* [WHAT IS NEEDED]:
The data below should be restated word for word, pictures omitted.

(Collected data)

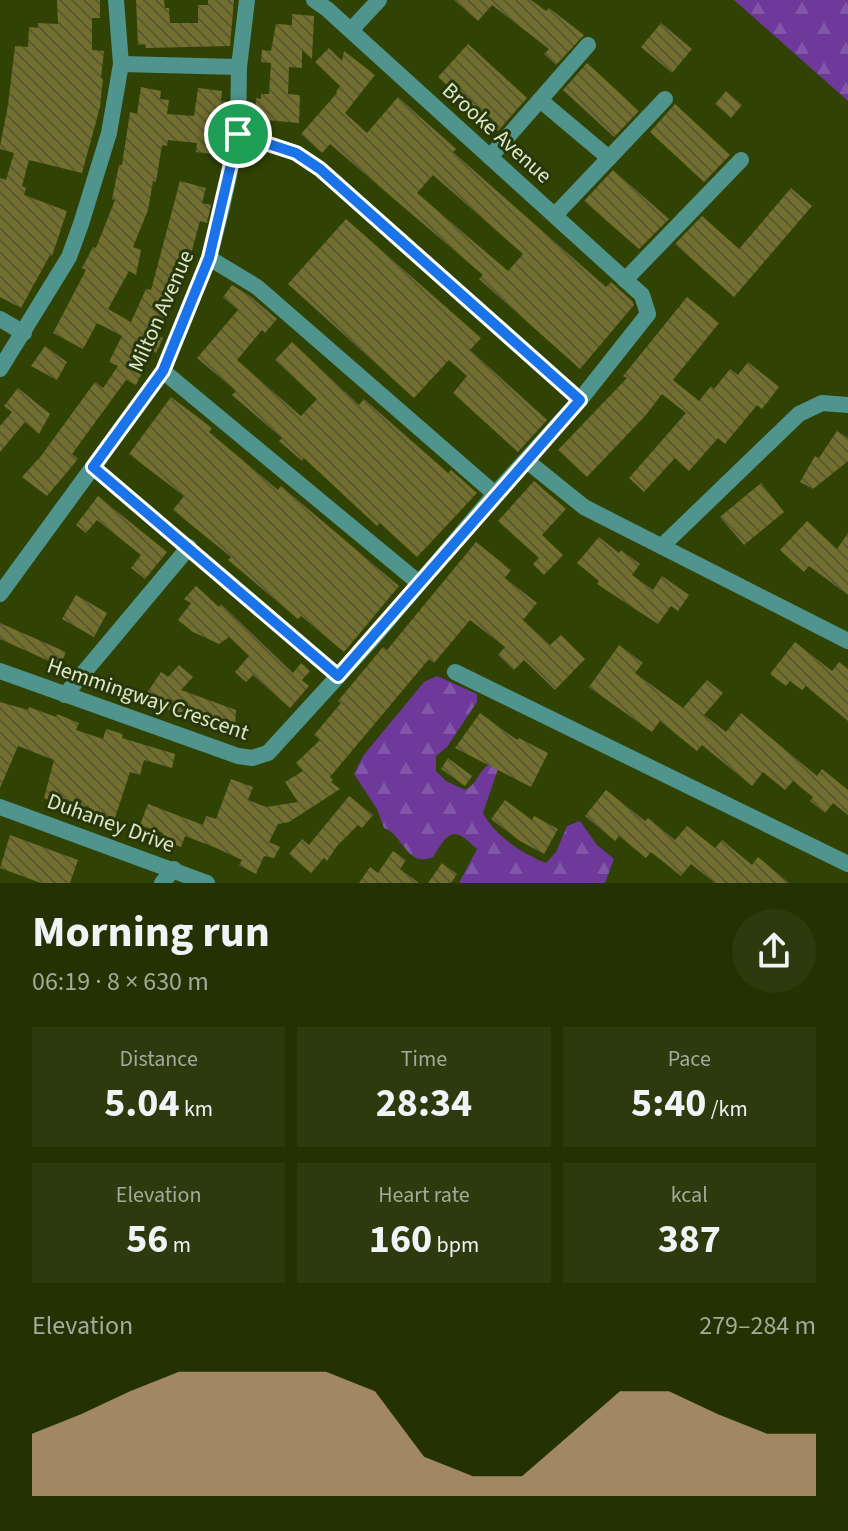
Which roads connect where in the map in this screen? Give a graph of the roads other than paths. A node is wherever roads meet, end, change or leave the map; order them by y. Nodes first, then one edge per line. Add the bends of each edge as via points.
1 (116, 0) edge
2 (247, 0) edge
3 (314, 0) edge
4 (379, 0) edge
5 (351, 30) junction
6 (588, 45) dead end
7 (121, 64) junction
8 (239, 67) junction
9 (665, 99) dead end
10 (540, 100) junction
11 (238, 134) junction
12 (490, 157) junction
13 (609, 158) junction
14 (741, 160) dead end
15 (555, 215) junction
16 (209, 258) junction
17 (625, 280) junction
18 (646, 304) joint
19 (0, 319) edge
20 (24, 333) junction
21 (0, 369) edge
22 (163, 371) junction
23 (580, 400) junction
24 (848, 405) edge
25 (527, 461) junction
26 (93, 467) junction
27 (495, 494) junction
28 (662, 546) junction
29 (189, 547) junction
30 (419, 583) junction
31 (0, 594) edge
32 (848, 641) edge
33 (0, 671) edge
34 (455, 672) dead end
35 (338, 676) junction
36 (65, 695) junction
37 (0, 807) edge
38 (848, 864) edge
39 (174, 869) junction
40 (162, 883) edge
41 (207, 883) edge

1 - 7 street
2 - 8 street, Milton Avenue
3 - 5 street, Brooke Avenue
4 - 5 street
5 - 12 street, Brooke Avenue
6 - 10 street
7 - 8 street
7 - 20 street via 109,133 81,224 69,257
8 - 11 street, Milton Avenue
9 - 13 street
10 - 12 street
10 - 13 street
11 - 16 street, Milton Avenue
11 - 23 street via 296,153 320,169
12 - 15 street, Brooke Avenue
13 - 15 street
14 - 17 street
15 - 17 street, Brooke Avenue
16 - 22 street, Milton Avenue
16 - 27 street via 257,287
17 - 18 street, Brooke Avenue
18 - 23 street, Hemmingway Crescent via 648,314
19 - 20 street
20 - 21 street
22 - 26 street, Milton Avenue
22 - 30 street
23 - 25 street, Hemmingway Crescent
24 - 28 street via 822,403 799,414
25 - 27 street, Hemmingway Crescent
25 - 28 street via 584,507
26 - 29 street
26 - 31 street, Milton Avenue
27 - 30 street, Hemmingway Crescent
28 - 32 street
29 - 35 street
29 - 36 street
30 - 35 street, Hemmingway Crescent
33 - 36 street, Hemmingway Crescent
34 - 38 street
35 - 36 street, Hemmingway Crescent via 268,753 252,758
37 - 39 street, Duhaney Drive
39 - 40 street
39 - 41 street, Duhaney Drive

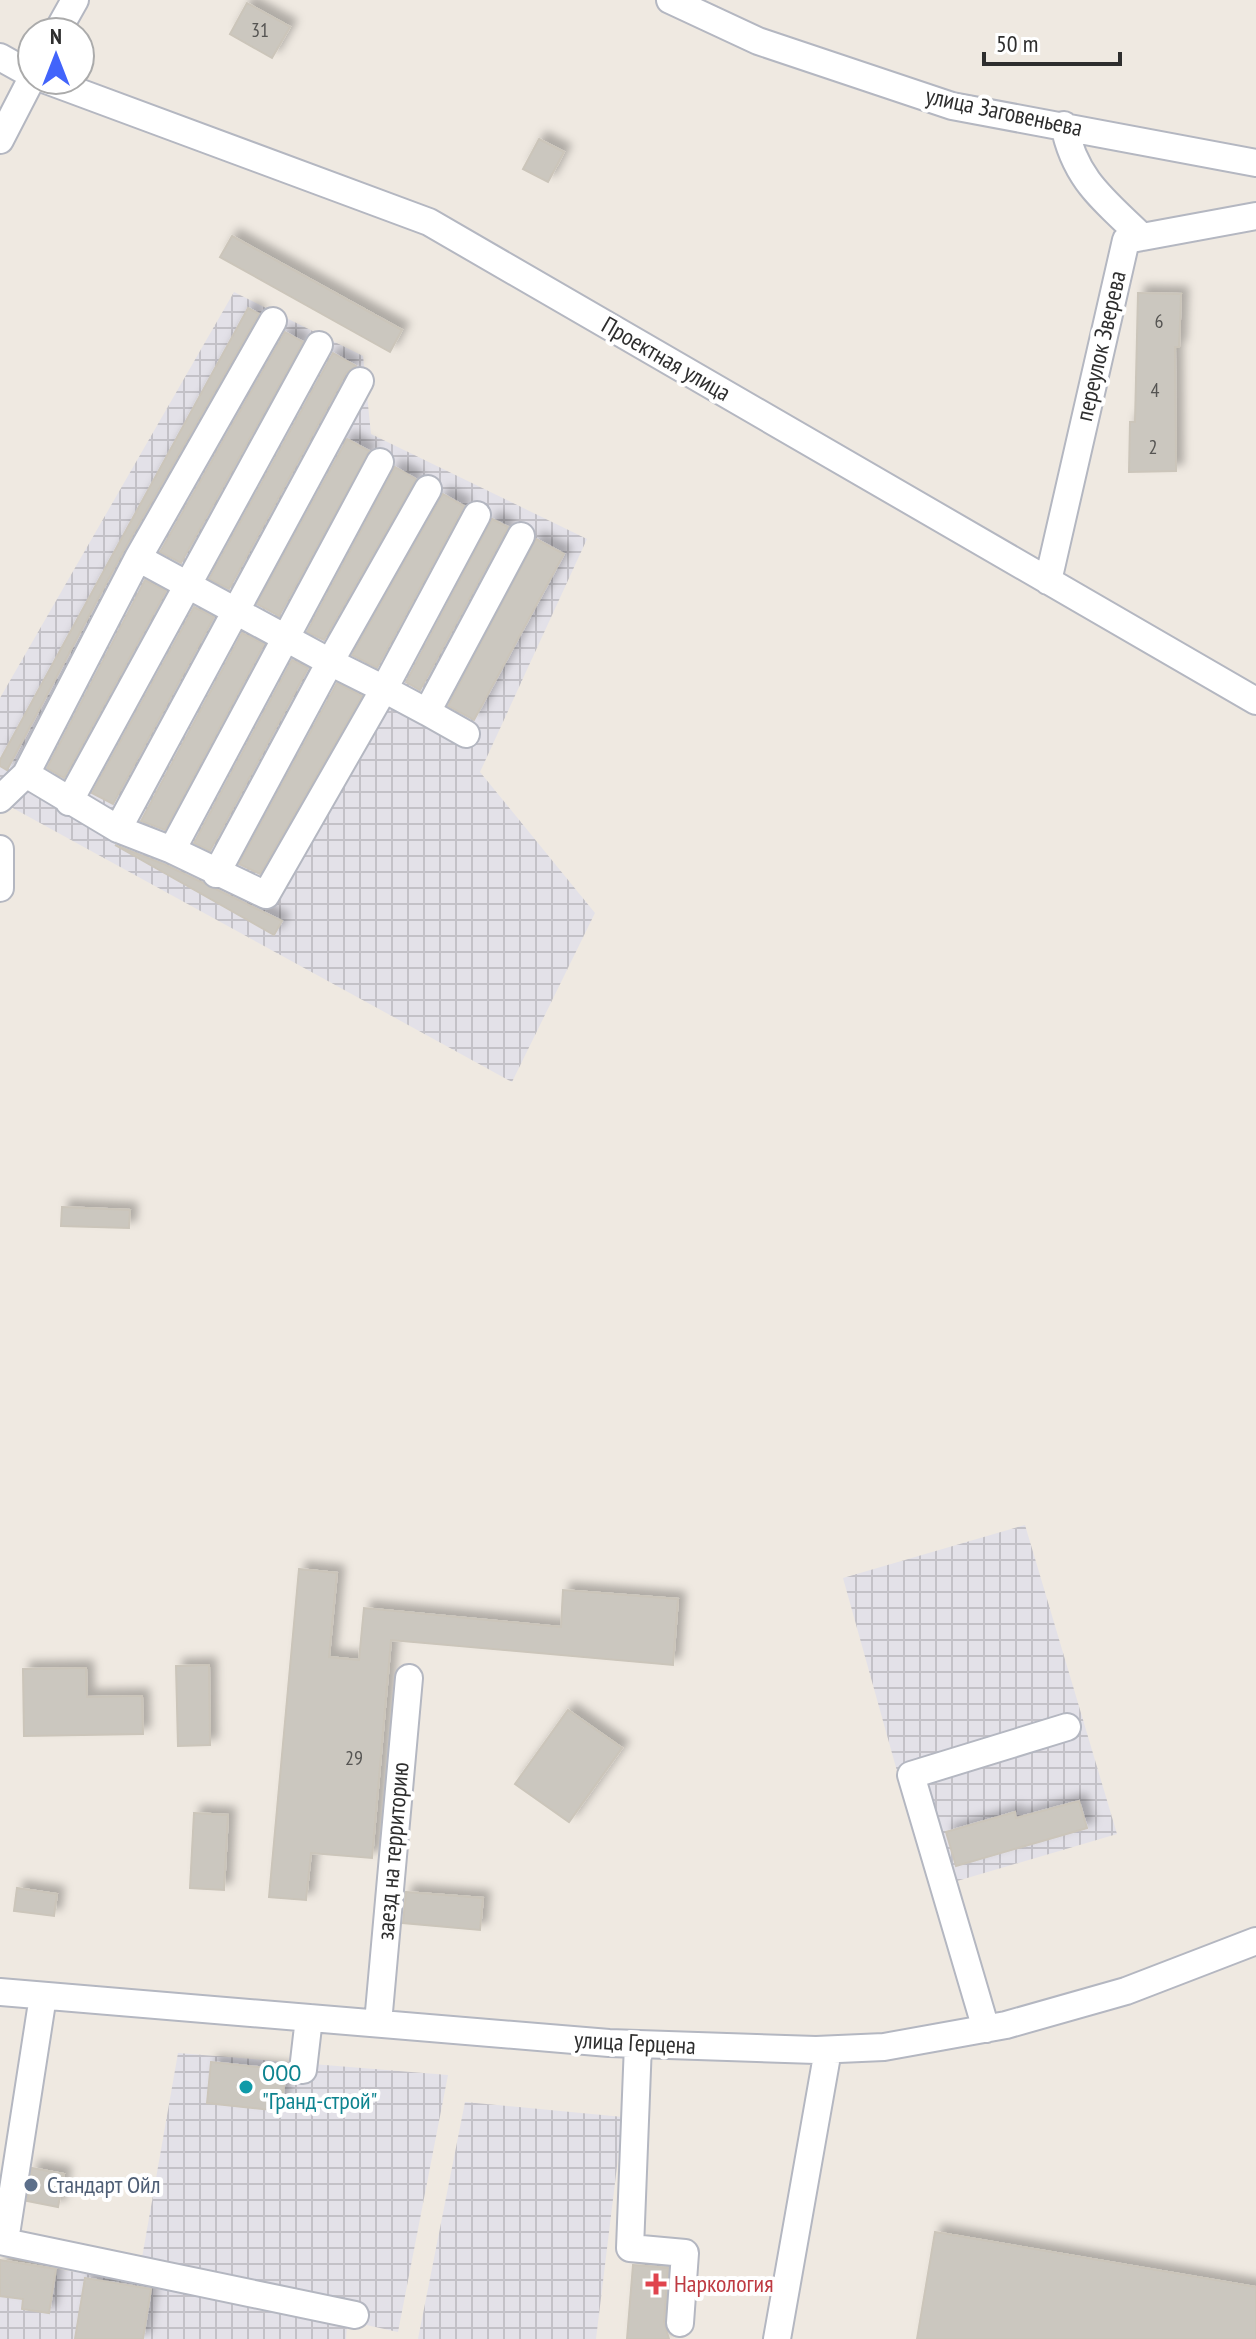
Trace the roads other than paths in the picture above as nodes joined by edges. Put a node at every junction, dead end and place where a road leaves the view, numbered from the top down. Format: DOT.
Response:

* [WRITTEN RESPONSE]:
Which roads connect where in the map in this screen? Give a graph of the roads other than paths. A node is wherever roads meet, end, change or leave the map; order them by y. Nodes first, then one edge per line. Add the bends of each edge as via points.
1 (116, 0) edge
2 (247, 0) edge
3 (314, 0) edge
4 (379, 0) edge
5 (351, 30) junction
6 (588, 45) dead end
7 (121, 64) junction
8 (239, 67) junction
9 (665, 99) dead end
10 (540, 100) junction
11 (238, 134) junction
12 (490, 157) junction
13 (609, 158) junction
14 (741, 160) dead end
15 (555, 215) junction
16 (209, 258) junction
17 (625, 280) junction
18 (646, 304) joint
19 (0, 319) edge
20 (24, 333) junction
21 (0, 369) edge
22 (163, 371) junction
23 (580, 400) junction
24 (848, 405) edge
25 (527, 461) junction
26 (93, 467) junction
27 (495, 494) junction
28 (662, 546) junction
29 (189, 547) junction
30 (419, 583) junction
31 (0, 594) edge
32 (848, 641) edge
33 (0, 671) edge
34 (455, 672) dead end
35 (338, 676) junction
36 (65, 695) junction
37 (0, 807) edge
38 (848, 864) edge
39 (174, 869) junction
40 (162, 883) edge
41 (207, 883) edge

1 - 7 street
2 - 8 street, Milton Avenue
3 - 5 street, Brooke Avenue
4 - 5 street
5 - 12 street, Brooke Avenue
6 - 10 street
7 - 8 street
7 - 20 street via 109,133 81,224 69,257
8 - 11 street, Milton Avenue
9 - 13 street
10 - 12 street
10 - 13 street
11 - 16 street, Milton Avenue
11 - 23 street via 296,153 320,169
12 - 15 street, Brooke Avenue
13 - 15 street
14 - 17 street
15 - 17 street, Brooke Avenue
16 - 22 street, Milton Avenue
16 - 27 street via 257,287
17 - 18 street, Brooke Avenue
18 - 23 street, Hemmingway Crescent via 648,314
19 - 20 street
20 - 21 street
22 - 26 street, Milton Avenue
22 - 30 street
23 - 25 street, Hemmingway Crescent
24 - 28 street via 822,403 799,414
25 - 27 street, Hemmingway Crescent
25 - 28 street via 584,507
26 - 29 street
26 - 31 street, Milton Avenue
27 - 30 street, Hemmingway Crescent
28 - 32 street
29 - 35 street
29 - 36 street
30 - 35 street, Hemmingway Crescent
33 - 36 street, Hemmingway Crescent
34 - 38 street
35 - 36 street, Hemmingway Crescent via 268,753 252,758
37 - 39 street, Duhaney Drive
39 - 40 street
39 - 41 street, Duhaney Drive

Trace the roads other than paths in the picture above as nodes joined by edges. Put a node at every junction, dead end and place where a road leaves the view, numbered from the top down. Format: DOT.
Response:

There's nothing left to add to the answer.